Ordered that the order of disposition is affirmed, without costs or disbursements.
The appellant was stopped in a school hallway by an assistant principal who suspected that he was wearing a stolen jacket, and he agreed to leave the jacket with the principal until it could be identified. When the appellant asked to retrieve his property from the jacket, the principal, in removing the contents from one of the pockets, found a plastic bag *416containing four vials of crack cocaine. The appellant moved to suppress the evidence on the ground that the principal’s actions constituted an unreasonable search.

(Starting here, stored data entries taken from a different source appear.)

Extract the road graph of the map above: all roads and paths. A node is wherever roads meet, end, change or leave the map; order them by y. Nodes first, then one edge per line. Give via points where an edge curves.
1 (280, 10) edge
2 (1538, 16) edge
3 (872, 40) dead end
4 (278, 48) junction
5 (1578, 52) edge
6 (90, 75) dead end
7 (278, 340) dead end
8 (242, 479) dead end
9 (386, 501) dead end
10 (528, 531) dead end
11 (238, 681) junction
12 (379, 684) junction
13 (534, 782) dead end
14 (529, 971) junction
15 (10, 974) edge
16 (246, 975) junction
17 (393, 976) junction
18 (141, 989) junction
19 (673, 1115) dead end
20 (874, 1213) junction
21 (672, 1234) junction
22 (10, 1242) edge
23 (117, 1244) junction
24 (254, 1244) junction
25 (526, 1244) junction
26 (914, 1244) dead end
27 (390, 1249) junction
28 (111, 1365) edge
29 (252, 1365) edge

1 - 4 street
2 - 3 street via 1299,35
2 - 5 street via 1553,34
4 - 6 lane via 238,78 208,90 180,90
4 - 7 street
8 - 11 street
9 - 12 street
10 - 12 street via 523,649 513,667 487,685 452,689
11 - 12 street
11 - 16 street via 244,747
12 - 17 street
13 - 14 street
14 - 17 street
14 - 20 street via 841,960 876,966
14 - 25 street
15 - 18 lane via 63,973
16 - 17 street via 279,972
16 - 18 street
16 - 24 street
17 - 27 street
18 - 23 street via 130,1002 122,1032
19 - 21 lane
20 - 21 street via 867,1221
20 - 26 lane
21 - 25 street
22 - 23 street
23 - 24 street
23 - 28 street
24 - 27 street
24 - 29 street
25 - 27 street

As the trier-of-fact, the hearing court’s determination is entitled to great weight on appeal and should not be disturbed unless clearly unsupported by the record (see, People v Williams, 177 AD2d 526; Matter of Robert S., 159 AD2d 358). The Family Court’s finding that the principal did not, in fact, search the appellant’s jacket pocket but merely complied with a request for the return of his property, is amply supported by the record. Even assuming, arguendo, that the principal’s actions constituted a search, we would find that his actions were reasonable under all the circumstances (see generally, New Jersey v T.L.O., 469 US 325; People v Scott D., 34 NY2d 483). Accordingly, the appellant’s suppression motion was properly denied.
We further find that the Family Court did not improvidently exercise its discretion in denying the appellant’s requests to adjourn the suppression hearing (see, Matter of Eric W, 68 NY2d 633; Matter of Anthony M., 63 NY2d 270; People v Singleton, 41 NY2d 402). Eiber, J. P., O’Brien, Santucci and Joy, JJ., concur.